PROBLEM TO SOLVE. Nothing below is to be printed except the lines between the line holding "middle tip: (101, 261)" and the line holding "pinky dip: (994, 619)", inclusive, each exactly as it appears.

== SUPPLIED DATA ==

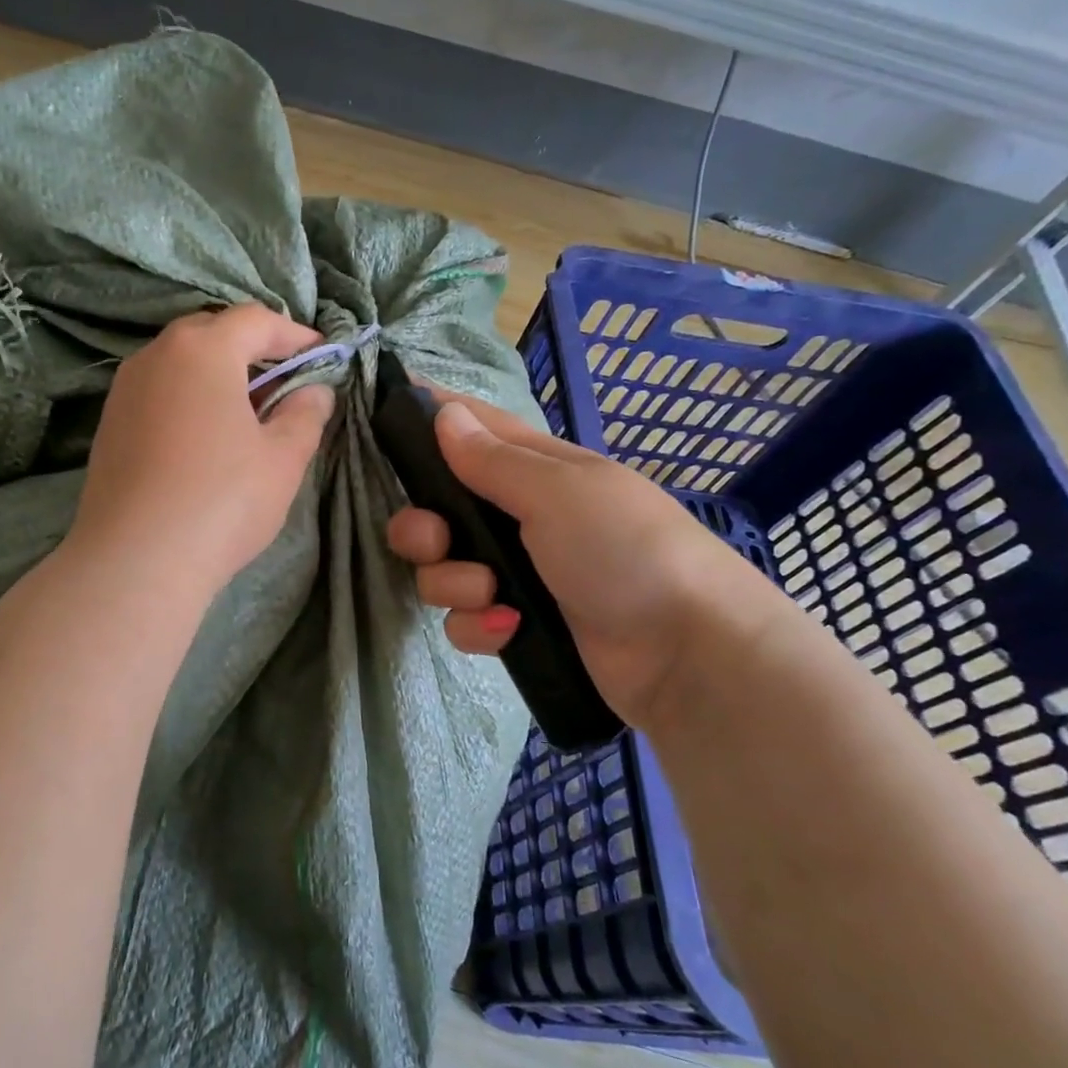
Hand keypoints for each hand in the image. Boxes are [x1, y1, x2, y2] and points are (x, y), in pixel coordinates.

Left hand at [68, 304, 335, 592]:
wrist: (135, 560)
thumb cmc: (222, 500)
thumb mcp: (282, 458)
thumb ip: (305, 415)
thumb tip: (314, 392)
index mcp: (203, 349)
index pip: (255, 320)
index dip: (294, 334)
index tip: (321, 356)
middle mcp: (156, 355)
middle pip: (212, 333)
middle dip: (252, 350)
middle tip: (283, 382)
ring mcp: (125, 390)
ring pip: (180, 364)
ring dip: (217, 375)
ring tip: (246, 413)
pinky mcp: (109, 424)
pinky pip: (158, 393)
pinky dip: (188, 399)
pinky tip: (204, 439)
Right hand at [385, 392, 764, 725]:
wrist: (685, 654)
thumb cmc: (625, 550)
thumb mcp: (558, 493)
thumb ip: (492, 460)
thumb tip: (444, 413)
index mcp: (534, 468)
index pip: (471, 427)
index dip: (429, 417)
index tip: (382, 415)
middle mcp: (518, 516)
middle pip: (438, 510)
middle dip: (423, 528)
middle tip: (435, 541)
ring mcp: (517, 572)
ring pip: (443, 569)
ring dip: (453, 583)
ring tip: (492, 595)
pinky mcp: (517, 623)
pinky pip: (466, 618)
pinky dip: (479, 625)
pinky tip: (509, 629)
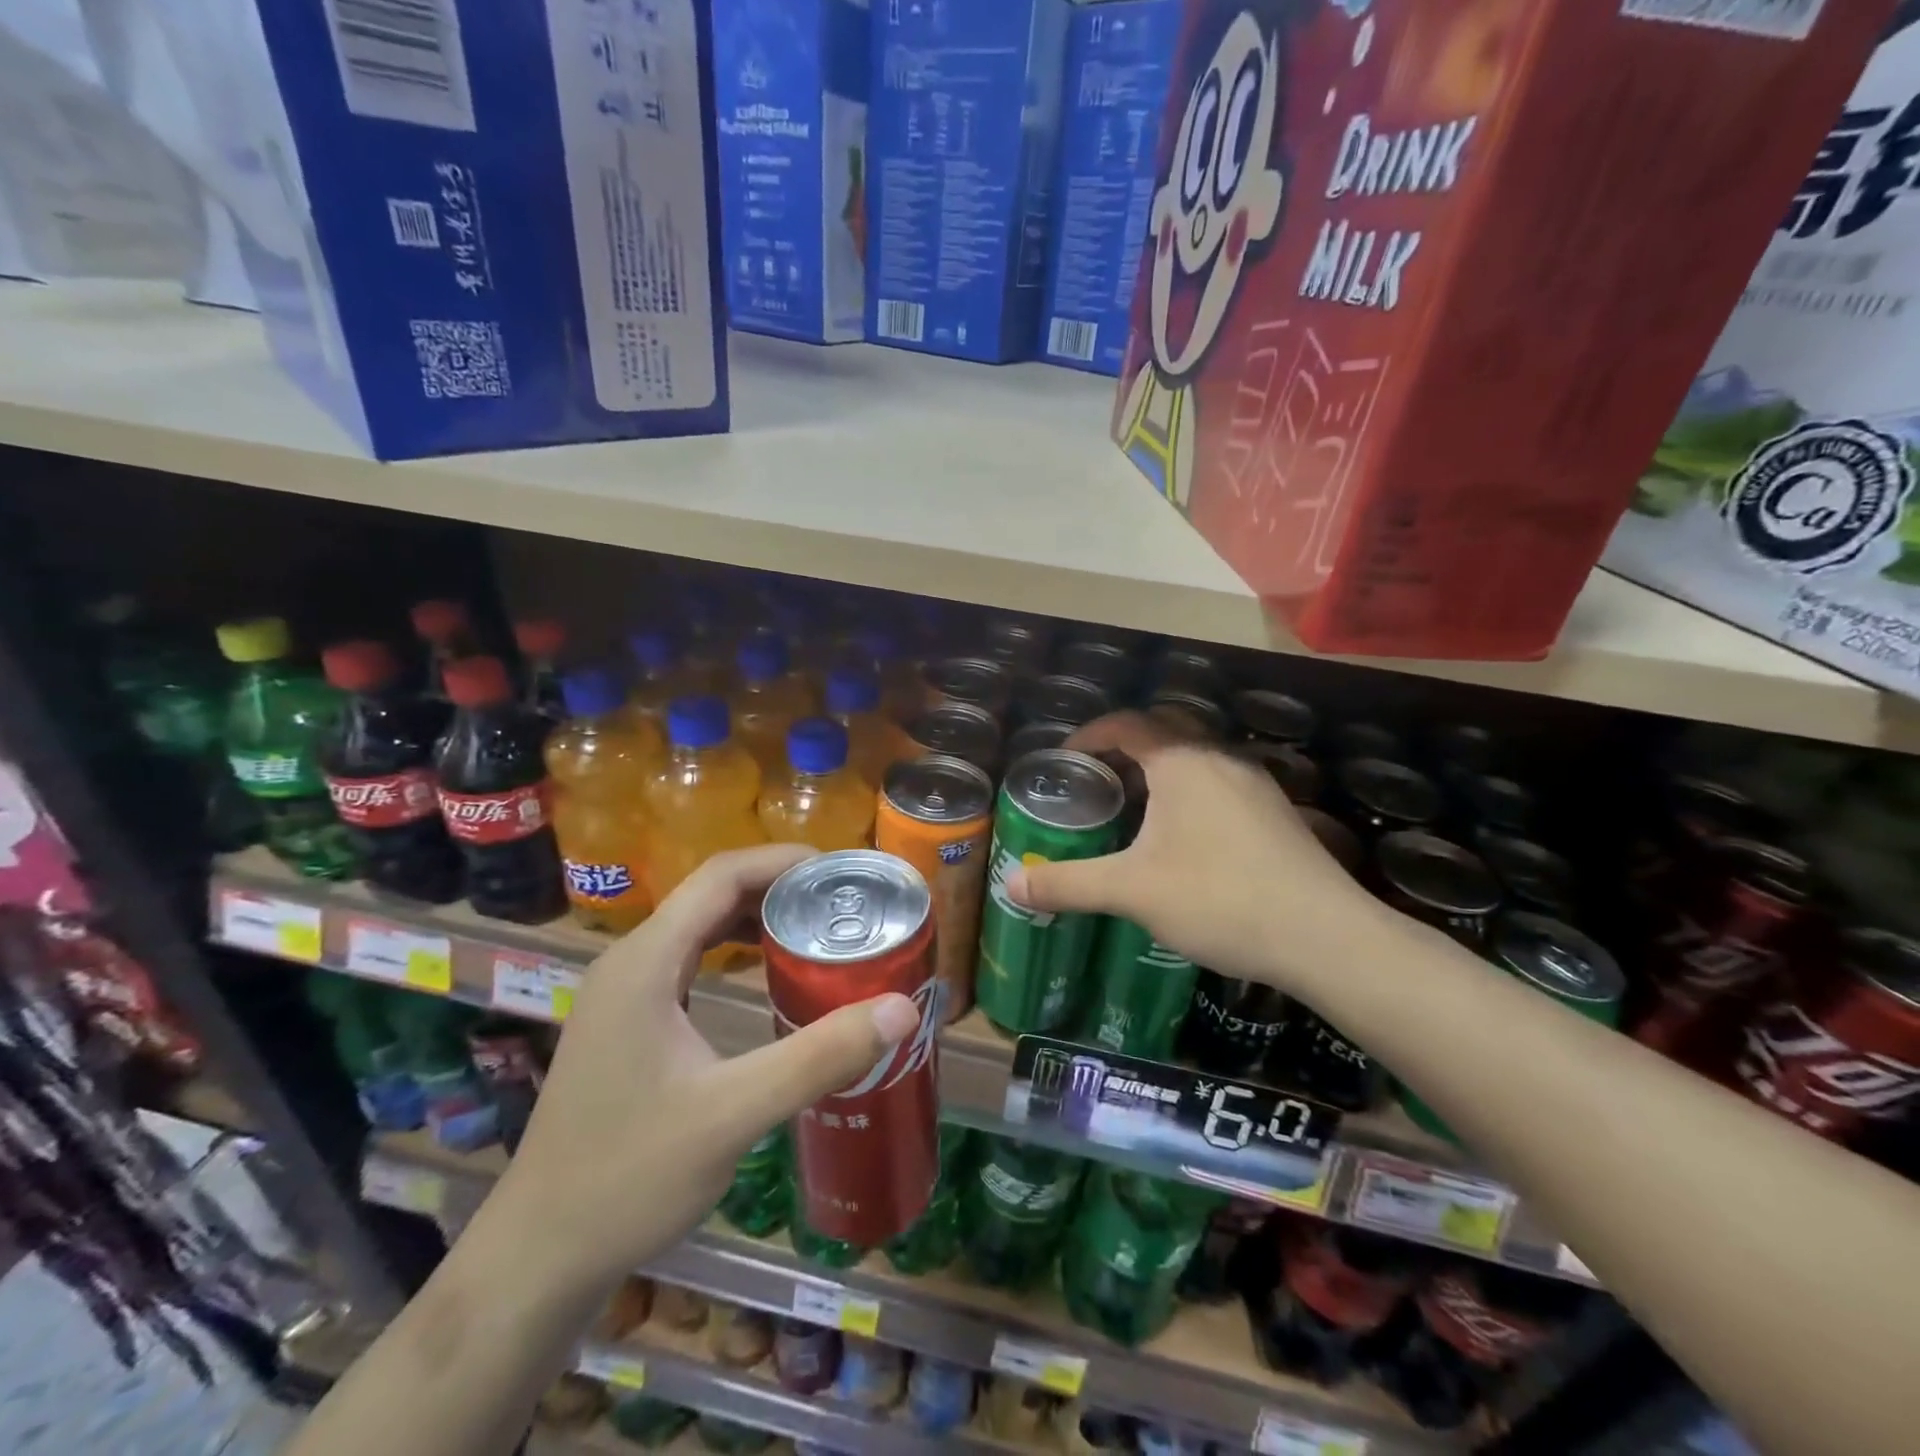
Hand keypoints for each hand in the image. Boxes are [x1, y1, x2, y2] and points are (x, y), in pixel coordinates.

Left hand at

===
== SUPPLIED DATA ==

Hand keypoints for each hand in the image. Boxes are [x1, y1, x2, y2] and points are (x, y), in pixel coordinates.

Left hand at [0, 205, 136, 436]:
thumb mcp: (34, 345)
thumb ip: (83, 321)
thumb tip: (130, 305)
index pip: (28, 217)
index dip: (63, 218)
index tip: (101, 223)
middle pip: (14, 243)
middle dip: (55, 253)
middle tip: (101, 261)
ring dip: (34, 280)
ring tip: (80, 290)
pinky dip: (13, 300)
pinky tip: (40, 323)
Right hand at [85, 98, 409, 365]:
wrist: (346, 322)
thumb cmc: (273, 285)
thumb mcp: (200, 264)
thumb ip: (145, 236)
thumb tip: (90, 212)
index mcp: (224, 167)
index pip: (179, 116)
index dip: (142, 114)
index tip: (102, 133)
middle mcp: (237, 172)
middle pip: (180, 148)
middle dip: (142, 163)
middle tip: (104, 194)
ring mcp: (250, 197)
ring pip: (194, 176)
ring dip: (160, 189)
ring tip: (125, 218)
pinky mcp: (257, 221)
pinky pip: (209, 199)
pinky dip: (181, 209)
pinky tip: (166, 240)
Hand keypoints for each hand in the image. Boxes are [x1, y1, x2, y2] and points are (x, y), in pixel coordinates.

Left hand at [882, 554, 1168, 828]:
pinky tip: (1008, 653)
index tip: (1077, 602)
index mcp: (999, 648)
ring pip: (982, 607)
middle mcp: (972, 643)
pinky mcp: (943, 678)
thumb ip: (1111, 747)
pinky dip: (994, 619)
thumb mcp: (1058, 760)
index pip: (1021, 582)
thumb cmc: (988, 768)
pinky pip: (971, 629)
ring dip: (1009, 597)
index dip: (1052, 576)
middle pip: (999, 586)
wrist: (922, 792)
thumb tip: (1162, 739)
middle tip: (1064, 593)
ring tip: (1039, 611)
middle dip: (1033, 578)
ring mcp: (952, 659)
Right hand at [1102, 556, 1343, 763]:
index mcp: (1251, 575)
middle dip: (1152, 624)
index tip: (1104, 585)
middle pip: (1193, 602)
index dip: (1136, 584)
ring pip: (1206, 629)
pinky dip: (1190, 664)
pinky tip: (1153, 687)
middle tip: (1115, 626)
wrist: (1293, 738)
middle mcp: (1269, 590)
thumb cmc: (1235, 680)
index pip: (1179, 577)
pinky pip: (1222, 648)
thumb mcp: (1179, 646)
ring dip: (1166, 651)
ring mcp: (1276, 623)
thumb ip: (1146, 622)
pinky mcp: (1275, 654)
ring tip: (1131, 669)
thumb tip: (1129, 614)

===

ANSWER SPACE.
middle tip: (101, 261)
ring dip: (34, 280)
ring tip: (80, 290)
pinky dip: (13, 300)
pinky tip: (40, 323)
Right hand at [85, 98, 409, 365]:
wrist: (346, 322)
thumb cmc: (273, 285)
thumb mcp: (200, 264)
thumb ip: (145, 236)
thumb tip: (90, 212)
index mcp: (224, 167)
index pip: (179, 116)
index dip: (142, 114)
index tip: (102, 133)
middle mcp: (237, 172)
middle pip: (180, 148)
middle dip: (142, 163)
middle tip: (104, 194)
ring mcp: (250, 197)
ring pip: (194, 176)
ring dip: (160, 189)
ring tip: (125, 218)
pinky mcp: (257, 221)
pinky pip: (209, 199)
pinky dip: (181, 209)
pinky tip: (166, 240)
Hand keypoints for each hand in the image. Boxes are [x1, y1, x2, y2] and points are (x, y), in pixel coordinates.

Left hand at [882, 554, 1168, 828]:
pinky tip: (1008, 653)
index tip: (1077, 602)
index mcp: (999, 648)
ring pip: (982, 607)
middle mcp: (972, 643)
pinky mcp: (943, 678)
thumb ip: (1111, 747)
pinky dip: (994, 619)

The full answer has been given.